[Pixel coordinate listings]
■ ■ ■ ■ ■ ■ ■

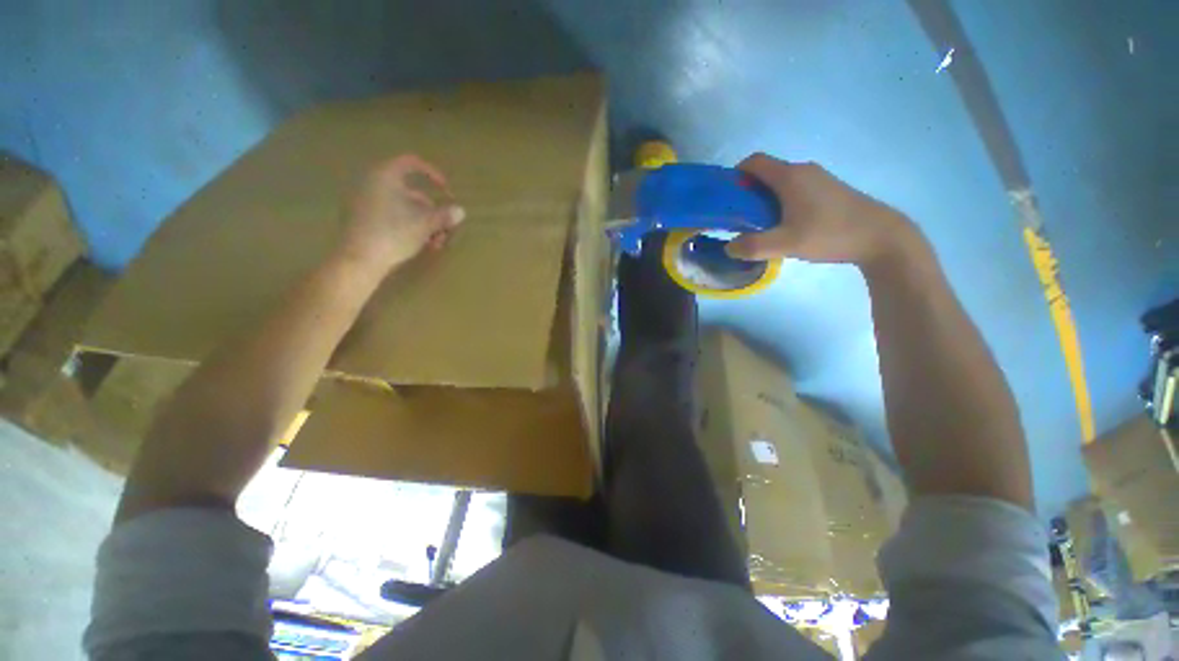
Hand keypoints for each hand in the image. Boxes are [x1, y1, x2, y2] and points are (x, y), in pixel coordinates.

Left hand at [339, 154, 465, 270]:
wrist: (360, 259)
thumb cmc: (394, 233)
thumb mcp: (426, 224)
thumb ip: (445, 215)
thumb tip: (460, 211)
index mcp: (385, 176)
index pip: (412, 163)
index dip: (433, 175)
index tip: (447, 192)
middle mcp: (372, 183)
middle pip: (411, 192)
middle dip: (432, 211)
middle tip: (445, 228)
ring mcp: (365, 201)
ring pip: (403, 207)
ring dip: (424, 223)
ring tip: (435, 242)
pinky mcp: (362, 219)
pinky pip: (391, 215)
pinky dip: (408, 226)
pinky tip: (420, 244)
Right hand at [726, 153, 917, 267]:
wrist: (881, 236)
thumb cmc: (831, 233)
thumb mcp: (787, 244)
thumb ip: (753, 246)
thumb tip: (728, 248)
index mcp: (790, 176)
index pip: (754, 161)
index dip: (736, 175)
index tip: (727, 198)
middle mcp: (803, 171)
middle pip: (766, 173)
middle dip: (747, 192)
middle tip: (739, 218)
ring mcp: (818, 179)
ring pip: (780, 183)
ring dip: (764, 200)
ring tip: (759, 225)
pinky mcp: (828, 190)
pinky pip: (795, 190)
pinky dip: (781, 202)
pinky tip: (785, 225)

■ ■ ■ ■ ■ ■ ■

• **How to complete this task**
Note each line of the entries that has "middle" in it, and copy those lines.

• **Answer section**
middle mcp: (372, 183)
middle pip: (411, 192)
middle dip: (432, 211)
middle tip: (445, 228)
middle mcp: (803, 171)
middle pip: (766, 173)
middle dip: (747, 192)
middle tip: (739, 218)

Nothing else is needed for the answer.